NOT LIKE OTHER GIRLS de Meredith Adamo

Sold in a heated auction, debut author Meredith Adamo’s intricate YA novel is part mystery, part Laurie Halse Anderson’s Speak, and part HBO’s The Flight Attendant. The perfect combination of plot-filled page-turner and powerful coming-of-age tale, NOT LIKE OTHER GIRLS announces Meredith as a major new voice in YA fiction.

NOT LIKE OTHER GIRLS
by Meredith Adamo
Bloomsbury, April 2024
(via Writers House)

I think, inexplicably, of another photo. Last fall, late October. The night of the bonfire at Durand Eastman Beach. In the photo, I wear tight denim shorts, beat-up white Keds, a black zip-up that isn’t mine. It’s bad enough how I tilt my head, just so, a hickey bruised on the curve of my neck, but even worse is my smile. Sly. Coy. Like I know more in this moment than some girls ever know. I didn’t know shit. I especially didn’t know that when the night sky filled with stars, when the fire hissed, half-dead, when every phone pinged with SIX NEW PHOTOS, I’d so seamlessly become the worst of me: Jo at seventeen, outcast. But I guess that’s the trouble with girls like me. We always get what we deserve.

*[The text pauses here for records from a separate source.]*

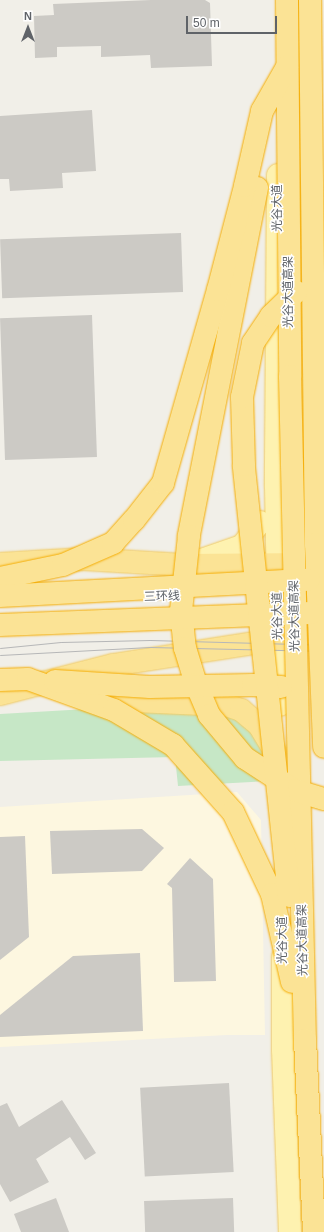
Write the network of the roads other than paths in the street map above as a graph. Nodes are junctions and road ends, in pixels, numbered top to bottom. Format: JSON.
{"nodes":[{"id":1,"x":277,"y":0,"type":"edge"},
{"id":2,"x":287,"y":0,"type":"edge"},
{"id":3,"x":310,"y":0,"type":"edge"},
{"id":4,"x":315,"y":0,"type":"edge"},
{"id":5,"x":310,"y":36,"type":"junction"},
{"id":6,"x":324,"y":52,"type":"edge"},
{"id":7,"x":288,"y":66,"type":"junction"},
{"id":8,"x":262,"y":111,"type":"junction"},
{"id":9,"x":324,"y":279,"type":"edge"},
{"id":10,"x":323,"y":430,"type":"edge"},
{"id":11,"x":324,"y":460,"type":"edge"},
{"id":12,"x":276,"y":486,"type":"junction"},
{"id":13,"x":324,"y":499,"type":"edge"},
{"id":14,"x":320,"y":554,"type":"edge"},
{"id":15,"x":0,"y":564,"type":"edge"},
{"id":16,"x":277,"y":564,"type":"junction"},
{"id":17,"x":184,"y":565,"type":"junction"},
{"id":18,"x":0,"y":578,"type":"edge"},
{"id":19,"x":324,"y":579,"type":"edge"},
{"id":20,"x":324,"y":590,"type":"edge"},
{"id":21,"x":0,"y":596,"type":"edge"},
{"id":22,"x":0,"y":604,"type":"edge"},
{"id":23,"x":324,"y":612,"type":"edge"},
{"id":24,"x":0,"y":625,"type":"edge"},
{"id":25,"x":279,"y":639,"type":"junction"},
{"id":26,"x":324,"y":639,"type":"edge"},
{"id":27,"x":28,"y":679,"type":"junction"},
{"id":28,"x":0,"y":680,"type":"edge"},
{"id":29,"x":324,"y":691,"type":"edge"},
{"id":30,"x":0,"y":694,"type":"edge"},
{"id":31,"x":324,"y":747,"type":"edge"},
{"id":32,"x":280,"y":760,"type":"junction"},
{"id":33,"x":324,"y":799,"type":"edge"},
{"id":34,"x":304,"y":967,"type":"junction"},
{"id":35,"x":305,"y":1040,"type":"junction"},
{"id":36,"x":290,"y":1232,"type":"edge"},
{"id":37,"x":314,"y":1232,"type":"edge"}],
"edges":[{"from":1,"to":12,"type":"main road","name":"光谷大道"},
{"from":2,"to":7,"type":"highway","name":"光谷大道高架","bridge":true},
{"from":3,"to":5,"type":"highway","name":"光谷大道高架","bridge":true},
{"from":4,"to":10,"type":"main road"},
{"from":5,"to":6,"type":"highway"},
{"from":5,"to":14,"type":"highway","name":"光谷大道高架","bridge":true},
{"from":7,"to":8,"type":"highway","bridge":true},
{"from":7,"to":34,"type":"highway","name":"光谷大道高架","bridge":true},
{"from":8,"to":18,"type":"highway","bridge":true},
{"from":8,"to":33,"type":"highway","bridge":true},
{"from":9,"to":34,"type":"highway","bridge":true},
{"from":10,"to":11,"type":"main road"},
{"from":12,"to":16,"type":"main road","name":"光谷大道"},
{"from":12,"to":17,"type":"main road"},
{"from":13,"to":14,"type":"highway","bridge":true},
{"from":14,"to":16,"type":"highway"},
{"from":14,"to":31,"type":"highway","name":"光谷大道高架","bridge":true},
{"from":15,"to":17,"type":"highway"},
{"from":16,"to":17,"type":"highway"},
{"from":16,"to":25,"type":"main road","name":"光谷大道"},
{"from":19,"to":21,"type":"highway","bridge":true},
{"from":20,"to":22,"type":"highway","name":"三环线","bridge":true},
{"from":23,"to":24,"type":"highway","name":"三环线","bridge":true},
{"from":25,"to":26,"type":"highway"},
{"from":25,"to":30,"type":"highway"},
{"from":25,"to":32,"type":"main road","name":"光谷大道"},
{"from":27,"to":28,"type":"highway","bridge":true},
{"from":27,"to":29,"type":"highway","bridge":true},
{"from":27,"to":35,"type":"highway","bridge":true},
{"from":30,"to":32,"type":"highway"},
{"from":32,"to":36,"type":"main road","name":"光谷大道"},
{"from":34,"to":35,"type":"highway","name":"光谷大道高架","bridge":true},
{"from":35,"to":37,"type":"highway","name":"光谷大道高架","bridge":true}]}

Seventeen-year-old Jo-Lynn Kirby used to be “brace-faced but beautiful, a tiara pinned in her sun-streaked hair.” She used to be “sophomore class president, stunned at her landslide victory […], June’s Scooper of the Month at Costello’s Frozen Custard, posing a touch too proudly with her bonus check. . . ” but now she’s. . . just not. Now Jo is a wild girl, reckless girl, difficult girl, who rolls her eyes a little too much, whose grades have plummeted to the point that she’s on academic probation; now Jo is the girl whose Nudes were leaked to the entire school. And then her former best friend: pretty, nice, Maddie Price, uncharacteristically, cryptically, and desperately asks Jo for help—telling Jo she’s in trouble, that she thinks Jo can help her—just hours before Maddie disappears.

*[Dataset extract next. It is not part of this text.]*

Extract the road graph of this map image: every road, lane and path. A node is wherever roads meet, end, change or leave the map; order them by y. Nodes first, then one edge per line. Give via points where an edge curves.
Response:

What quickly seems to the community like a simple runaway doesn’t add up that way to Jo-Lynn—and it doesn’t seem that way to Jo’s classmate and Eastman High’s Salutatorian Hudson Harper-Moore either. To dig deeper into Maddie’s disappearance, Jo needs to get in with, and back with, the group of classmates she left behind—and Jo and Hudson decide the only way to seamlessly do that is to pretend they’re dating. But for Jo, going back to social life from social outcast means she must confront all she’d rather leave behind: the boys who betrayed her; the girls who whisper that she had it coming; the secrets that tore her and Maddie apart. Yet as Jo finds allies in girls she once alienated, a true mentor in her Senior Experience Journalism supervisor, and as she develops very real feelings for Hudson, she risks losing more than she ever knew she wanted. . . as the clues to Maddie’s disappearance pull Jo deeper and deeper into a web of lies, whose stories can and can’t Jo trust? Especially when she’s still figuring out her own story, and her own truth. . .

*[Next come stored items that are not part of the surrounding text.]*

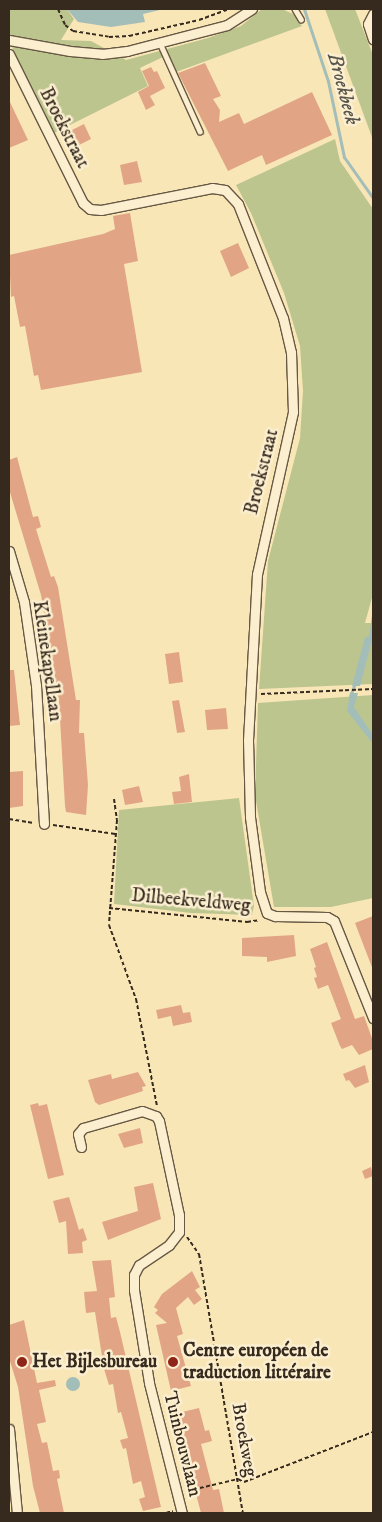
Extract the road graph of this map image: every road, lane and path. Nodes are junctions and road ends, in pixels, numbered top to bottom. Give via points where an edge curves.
1 (58, 9) edge
2 (229, 9) edge
3 (252, 9) edge
4 (295, 9) edge
5 (373, 14) edge
6 (301, 19) dead end
7 (373, 39) edge
8 (9, 40) edge
9 (160, 43) junction
10 (9, 54) edge
11 (200, 132) dead end
12 (9, 551) edge
13 (373, 689) edge
14 (250, 695) junction
15 (114, 799) dead end
16 (9, 819) edge
17 (44, 824) junction
18 (116, 834) junction
19 (109, 908) junction
20 (269, 915) junction
21 (373, 1018) edge
22 (159, 1120) junction
23 (81, 1147) dead end
24 (179, 1232) junction
25 (9, 1429) edge
26 (373, 1432) edge
27 (238, 1479) junction
28 (177, 1494) junction
29 (17, 1513) edge
30 (182, 1513) edge
31 (243, 1513) edge

1 - 2 path via 65,25 73,32 109,37 130,36 199,20
3 - 9 street via 227,25
4 - 6 lane
5 - 7 street via 368,24
8 - 9 street via 102,54
9 - 11 lane
10 - 14 street, Broekstraat via 83,203 90,209 101,210 212,188 225,190 238,204 283,318 291,352 293,412 257,574
12 - 17 street, Kleinekapellaan via 24,602 36,685
13 - 14 path
14 - 20 street, Broekstraat via 248,800 260,892
15 - 18 path
16 - 17 path
17 - 18 path
18 - 19 path
19 - 20 path, Dilbeekveldweg via 247,922
19 - 22 path via 111,933 136,999
20 - 21 street via 323,917 334,921
22 - 23 street via 142,1111 83,1128 78,1134
22 - 24 street via 179,1215
24 - 27 path, Broekweg via 191,1240 199,1254
24 - 28 street, Tuinbouwlaan via 168,1245 139,1265 134,1282 149,1383
25 - 29 street
26 - 27 path via 244,1482
27 - 28 path
27 - 31 path, Broekweg
28 - 30 street, Tuinbouwlaan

Meredith Adamo is a YA author based in hot, humid North Carolina, but she’s originally from Rochester, New York, which is her favorite place on the planet. She likes to write about girls who can make you laugh and break your heart—ideally on the same page. Her non-writing interests include collecting vintage bakeware, crocheting the ugliest blankets you’ve ever seen, and grocery shopping. NOT LIKE OTHER GIRLS is her debut novel.